» Exercise
Check every line below for the string "image", and copy the lines that contain it.

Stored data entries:
◇ ◇ ◇ ◇ ◇ ◇ ◇

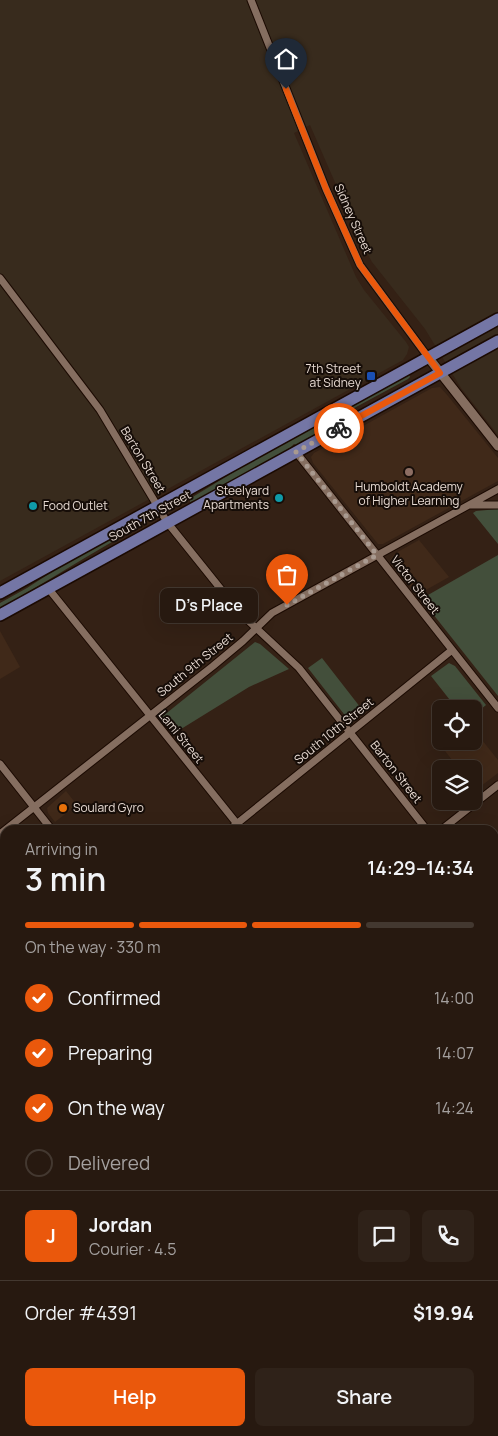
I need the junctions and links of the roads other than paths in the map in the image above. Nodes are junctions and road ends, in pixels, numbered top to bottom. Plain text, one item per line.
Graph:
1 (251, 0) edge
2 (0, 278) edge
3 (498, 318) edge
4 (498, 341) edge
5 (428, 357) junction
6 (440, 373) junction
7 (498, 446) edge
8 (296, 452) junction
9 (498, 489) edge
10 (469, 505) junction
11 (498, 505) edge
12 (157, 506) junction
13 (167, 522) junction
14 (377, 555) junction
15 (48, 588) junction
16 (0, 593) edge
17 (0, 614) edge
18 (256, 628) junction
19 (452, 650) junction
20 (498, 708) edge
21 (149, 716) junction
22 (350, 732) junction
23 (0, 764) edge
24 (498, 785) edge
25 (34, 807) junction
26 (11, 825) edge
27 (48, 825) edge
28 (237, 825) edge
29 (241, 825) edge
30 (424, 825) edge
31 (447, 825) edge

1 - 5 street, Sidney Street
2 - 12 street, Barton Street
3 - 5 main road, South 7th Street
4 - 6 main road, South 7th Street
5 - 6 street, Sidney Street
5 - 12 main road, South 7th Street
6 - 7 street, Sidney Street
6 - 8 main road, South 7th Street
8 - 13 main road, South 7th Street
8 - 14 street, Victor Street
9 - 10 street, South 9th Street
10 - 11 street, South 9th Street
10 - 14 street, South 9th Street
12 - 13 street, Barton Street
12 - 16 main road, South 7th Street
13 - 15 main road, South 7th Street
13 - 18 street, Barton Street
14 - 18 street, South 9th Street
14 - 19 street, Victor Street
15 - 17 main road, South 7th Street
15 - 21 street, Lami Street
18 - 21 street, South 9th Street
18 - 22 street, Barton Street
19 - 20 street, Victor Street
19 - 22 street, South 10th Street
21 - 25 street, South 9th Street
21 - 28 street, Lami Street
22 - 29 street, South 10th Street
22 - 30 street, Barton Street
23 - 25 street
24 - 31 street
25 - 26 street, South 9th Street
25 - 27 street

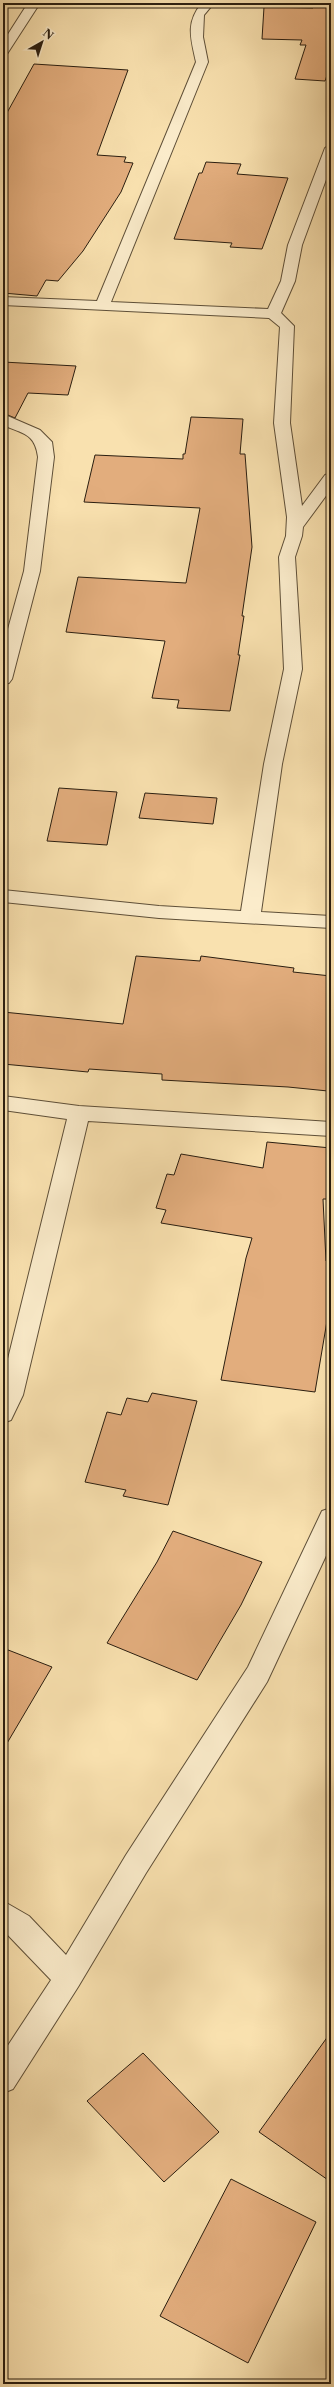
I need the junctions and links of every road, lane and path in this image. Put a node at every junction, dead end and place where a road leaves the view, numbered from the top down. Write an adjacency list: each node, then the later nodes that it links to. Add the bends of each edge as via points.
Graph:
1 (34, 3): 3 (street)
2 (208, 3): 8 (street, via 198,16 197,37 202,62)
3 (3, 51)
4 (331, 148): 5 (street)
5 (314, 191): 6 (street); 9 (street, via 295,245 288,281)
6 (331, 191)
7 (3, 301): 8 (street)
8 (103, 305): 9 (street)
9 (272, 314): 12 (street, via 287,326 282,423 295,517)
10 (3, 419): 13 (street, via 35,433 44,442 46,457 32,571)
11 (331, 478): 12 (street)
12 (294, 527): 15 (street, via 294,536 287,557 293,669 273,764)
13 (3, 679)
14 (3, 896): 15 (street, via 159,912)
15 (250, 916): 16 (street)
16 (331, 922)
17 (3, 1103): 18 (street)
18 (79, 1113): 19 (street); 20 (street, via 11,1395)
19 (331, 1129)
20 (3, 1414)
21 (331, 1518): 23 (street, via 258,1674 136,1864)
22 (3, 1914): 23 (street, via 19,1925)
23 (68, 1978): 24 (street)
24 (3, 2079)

◇ ◇ ◇ ◇ ◇ ◇ ◇

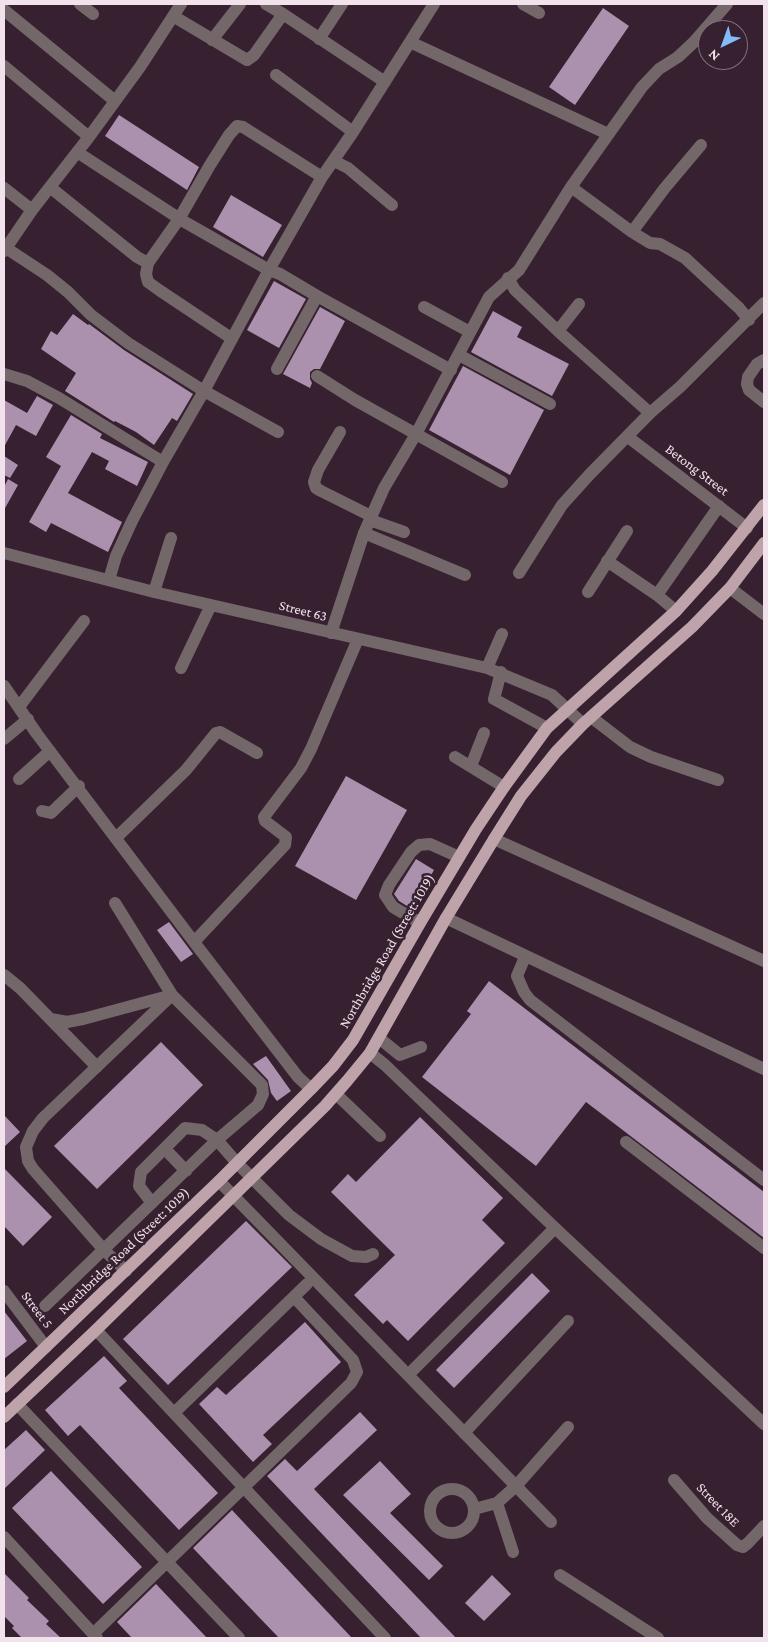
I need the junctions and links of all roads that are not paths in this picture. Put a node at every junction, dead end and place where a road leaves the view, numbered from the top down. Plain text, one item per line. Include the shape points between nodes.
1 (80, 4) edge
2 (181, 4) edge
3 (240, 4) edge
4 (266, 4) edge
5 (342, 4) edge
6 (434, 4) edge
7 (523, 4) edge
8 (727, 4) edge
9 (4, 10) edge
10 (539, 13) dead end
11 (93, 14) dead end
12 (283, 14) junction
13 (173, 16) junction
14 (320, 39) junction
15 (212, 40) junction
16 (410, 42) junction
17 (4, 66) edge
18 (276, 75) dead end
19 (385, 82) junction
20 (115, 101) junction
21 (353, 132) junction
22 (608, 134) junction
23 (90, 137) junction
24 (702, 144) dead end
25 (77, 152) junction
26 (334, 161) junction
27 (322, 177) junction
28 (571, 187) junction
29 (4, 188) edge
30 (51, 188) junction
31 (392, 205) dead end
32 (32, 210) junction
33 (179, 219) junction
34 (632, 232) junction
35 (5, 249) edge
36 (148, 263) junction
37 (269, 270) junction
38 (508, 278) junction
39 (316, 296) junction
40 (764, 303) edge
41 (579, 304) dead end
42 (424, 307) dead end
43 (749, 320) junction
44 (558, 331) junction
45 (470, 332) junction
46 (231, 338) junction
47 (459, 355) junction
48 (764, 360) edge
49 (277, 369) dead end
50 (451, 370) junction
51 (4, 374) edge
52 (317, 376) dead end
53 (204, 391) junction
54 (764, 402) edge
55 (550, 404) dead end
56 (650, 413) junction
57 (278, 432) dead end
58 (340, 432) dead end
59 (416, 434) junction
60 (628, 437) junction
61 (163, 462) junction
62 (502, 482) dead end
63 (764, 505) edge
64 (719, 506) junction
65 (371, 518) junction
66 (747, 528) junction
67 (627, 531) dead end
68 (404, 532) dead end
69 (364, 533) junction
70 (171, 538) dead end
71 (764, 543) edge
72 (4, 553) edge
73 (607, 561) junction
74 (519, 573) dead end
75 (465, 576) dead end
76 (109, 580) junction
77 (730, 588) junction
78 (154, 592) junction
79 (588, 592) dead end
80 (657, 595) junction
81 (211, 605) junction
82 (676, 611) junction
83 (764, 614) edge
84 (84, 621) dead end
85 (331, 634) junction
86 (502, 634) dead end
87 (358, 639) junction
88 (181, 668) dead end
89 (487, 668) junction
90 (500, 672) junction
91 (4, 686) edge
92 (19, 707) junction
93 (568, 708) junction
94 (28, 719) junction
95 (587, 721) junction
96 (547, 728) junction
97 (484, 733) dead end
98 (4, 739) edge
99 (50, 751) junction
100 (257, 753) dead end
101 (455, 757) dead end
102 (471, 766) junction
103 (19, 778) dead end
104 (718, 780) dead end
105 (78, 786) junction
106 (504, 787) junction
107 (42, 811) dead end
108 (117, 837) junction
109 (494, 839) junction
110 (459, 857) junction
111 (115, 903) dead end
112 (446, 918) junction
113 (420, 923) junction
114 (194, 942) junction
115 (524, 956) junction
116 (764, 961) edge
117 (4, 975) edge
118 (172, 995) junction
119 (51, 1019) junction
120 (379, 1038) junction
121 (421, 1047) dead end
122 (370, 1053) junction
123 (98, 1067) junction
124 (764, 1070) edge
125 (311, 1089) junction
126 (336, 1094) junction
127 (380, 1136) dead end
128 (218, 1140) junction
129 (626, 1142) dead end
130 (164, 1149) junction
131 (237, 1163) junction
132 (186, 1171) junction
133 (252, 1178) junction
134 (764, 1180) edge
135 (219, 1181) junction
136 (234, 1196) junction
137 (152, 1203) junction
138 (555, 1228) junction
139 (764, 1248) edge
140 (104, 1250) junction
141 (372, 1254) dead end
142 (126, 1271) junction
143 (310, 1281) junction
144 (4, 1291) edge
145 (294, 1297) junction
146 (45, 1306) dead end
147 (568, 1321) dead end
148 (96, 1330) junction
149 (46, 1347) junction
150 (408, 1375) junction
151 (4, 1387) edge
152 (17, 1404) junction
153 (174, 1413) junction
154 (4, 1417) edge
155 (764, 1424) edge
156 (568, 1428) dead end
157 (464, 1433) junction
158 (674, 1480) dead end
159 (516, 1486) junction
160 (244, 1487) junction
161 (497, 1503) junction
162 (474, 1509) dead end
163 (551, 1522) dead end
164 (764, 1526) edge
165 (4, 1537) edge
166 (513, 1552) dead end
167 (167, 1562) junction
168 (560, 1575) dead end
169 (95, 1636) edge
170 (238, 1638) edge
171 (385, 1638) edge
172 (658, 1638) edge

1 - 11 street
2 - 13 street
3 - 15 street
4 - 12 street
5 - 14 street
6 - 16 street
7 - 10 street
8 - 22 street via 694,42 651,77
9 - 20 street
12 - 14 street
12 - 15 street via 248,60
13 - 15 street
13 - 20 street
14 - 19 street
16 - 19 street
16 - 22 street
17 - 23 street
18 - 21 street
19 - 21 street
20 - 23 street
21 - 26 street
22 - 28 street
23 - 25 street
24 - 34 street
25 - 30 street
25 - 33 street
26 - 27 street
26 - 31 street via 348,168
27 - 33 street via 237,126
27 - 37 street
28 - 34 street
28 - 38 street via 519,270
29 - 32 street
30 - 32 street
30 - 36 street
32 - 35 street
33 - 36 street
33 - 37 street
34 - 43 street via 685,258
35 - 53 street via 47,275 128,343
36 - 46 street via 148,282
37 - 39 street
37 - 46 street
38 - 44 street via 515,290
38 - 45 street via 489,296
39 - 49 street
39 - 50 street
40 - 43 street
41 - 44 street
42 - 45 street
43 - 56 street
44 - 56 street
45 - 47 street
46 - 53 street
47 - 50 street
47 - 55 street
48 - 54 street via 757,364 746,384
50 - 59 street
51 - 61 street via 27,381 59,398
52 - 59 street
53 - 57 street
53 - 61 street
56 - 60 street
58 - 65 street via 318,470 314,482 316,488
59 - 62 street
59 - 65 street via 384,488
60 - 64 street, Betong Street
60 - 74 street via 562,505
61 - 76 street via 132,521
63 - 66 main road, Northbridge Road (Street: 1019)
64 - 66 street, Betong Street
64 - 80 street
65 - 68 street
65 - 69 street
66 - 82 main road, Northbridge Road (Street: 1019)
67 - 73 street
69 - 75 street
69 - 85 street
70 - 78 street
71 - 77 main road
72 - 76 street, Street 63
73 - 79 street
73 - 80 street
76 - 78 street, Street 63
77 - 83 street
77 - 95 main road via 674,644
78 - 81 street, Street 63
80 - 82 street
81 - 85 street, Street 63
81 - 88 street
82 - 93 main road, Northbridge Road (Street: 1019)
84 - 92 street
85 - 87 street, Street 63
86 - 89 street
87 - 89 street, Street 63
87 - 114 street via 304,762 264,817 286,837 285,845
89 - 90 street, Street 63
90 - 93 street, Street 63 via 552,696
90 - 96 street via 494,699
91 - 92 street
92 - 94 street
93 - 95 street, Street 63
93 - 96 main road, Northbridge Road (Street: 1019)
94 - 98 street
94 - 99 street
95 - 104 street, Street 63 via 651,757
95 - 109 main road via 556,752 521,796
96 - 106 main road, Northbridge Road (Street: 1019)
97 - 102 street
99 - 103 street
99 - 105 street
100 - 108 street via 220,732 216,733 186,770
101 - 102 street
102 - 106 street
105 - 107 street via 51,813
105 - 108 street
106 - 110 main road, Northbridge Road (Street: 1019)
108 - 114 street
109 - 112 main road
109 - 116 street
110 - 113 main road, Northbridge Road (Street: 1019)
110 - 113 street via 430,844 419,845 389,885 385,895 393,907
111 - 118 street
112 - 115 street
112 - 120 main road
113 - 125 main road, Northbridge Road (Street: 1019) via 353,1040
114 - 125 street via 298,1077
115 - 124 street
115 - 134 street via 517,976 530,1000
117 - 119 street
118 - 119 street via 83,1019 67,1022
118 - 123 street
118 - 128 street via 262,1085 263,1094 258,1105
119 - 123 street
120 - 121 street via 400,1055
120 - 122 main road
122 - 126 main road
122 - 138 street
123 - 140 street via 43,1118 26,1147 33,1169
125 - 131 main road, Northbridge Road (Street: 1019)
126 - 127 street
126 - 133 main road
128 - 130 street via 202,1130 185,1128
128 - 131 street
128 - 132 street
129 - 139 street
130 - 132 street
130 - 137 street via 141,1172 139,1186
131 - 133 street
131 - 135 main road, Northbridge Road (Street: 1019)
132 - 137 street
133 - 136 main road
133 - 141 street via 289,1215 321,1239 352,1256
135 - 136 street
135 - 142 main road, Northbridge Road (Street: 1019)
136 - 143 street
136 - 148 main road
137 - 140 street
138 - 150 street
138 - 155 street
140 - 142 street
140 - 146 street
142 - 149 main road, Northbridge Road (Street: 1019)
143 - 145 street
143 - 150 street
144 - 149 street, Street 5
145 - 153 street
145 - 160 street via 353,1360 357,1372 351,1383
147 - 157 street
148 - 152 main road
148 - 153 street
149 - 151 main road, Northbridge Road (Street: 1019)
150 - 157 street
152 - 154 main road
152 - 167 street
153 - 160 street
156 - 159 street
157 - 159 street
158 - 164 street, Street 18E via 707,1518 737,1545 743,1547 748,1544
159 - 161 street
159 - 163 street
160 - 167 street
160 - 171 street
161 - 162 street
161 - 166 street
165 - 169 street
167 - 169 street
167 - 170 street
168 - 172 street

◇ ◇ ◇ ◇ ◇ ◇ ◇

» Expected answer
I need the junctions and links of the roads other than paths in the map in the image above. Nodes are junctions and road ends, in pixels, numbered top to bottom. Plain text, one item per line.
I need the junctions and links of every road, lane and path in this image. Put a node at every junction, dead end and place where a road leaves the view, numbered from the top down. Write an adjacency list: each node, then the later nodes that it links to. Add the bends of each edge as via points.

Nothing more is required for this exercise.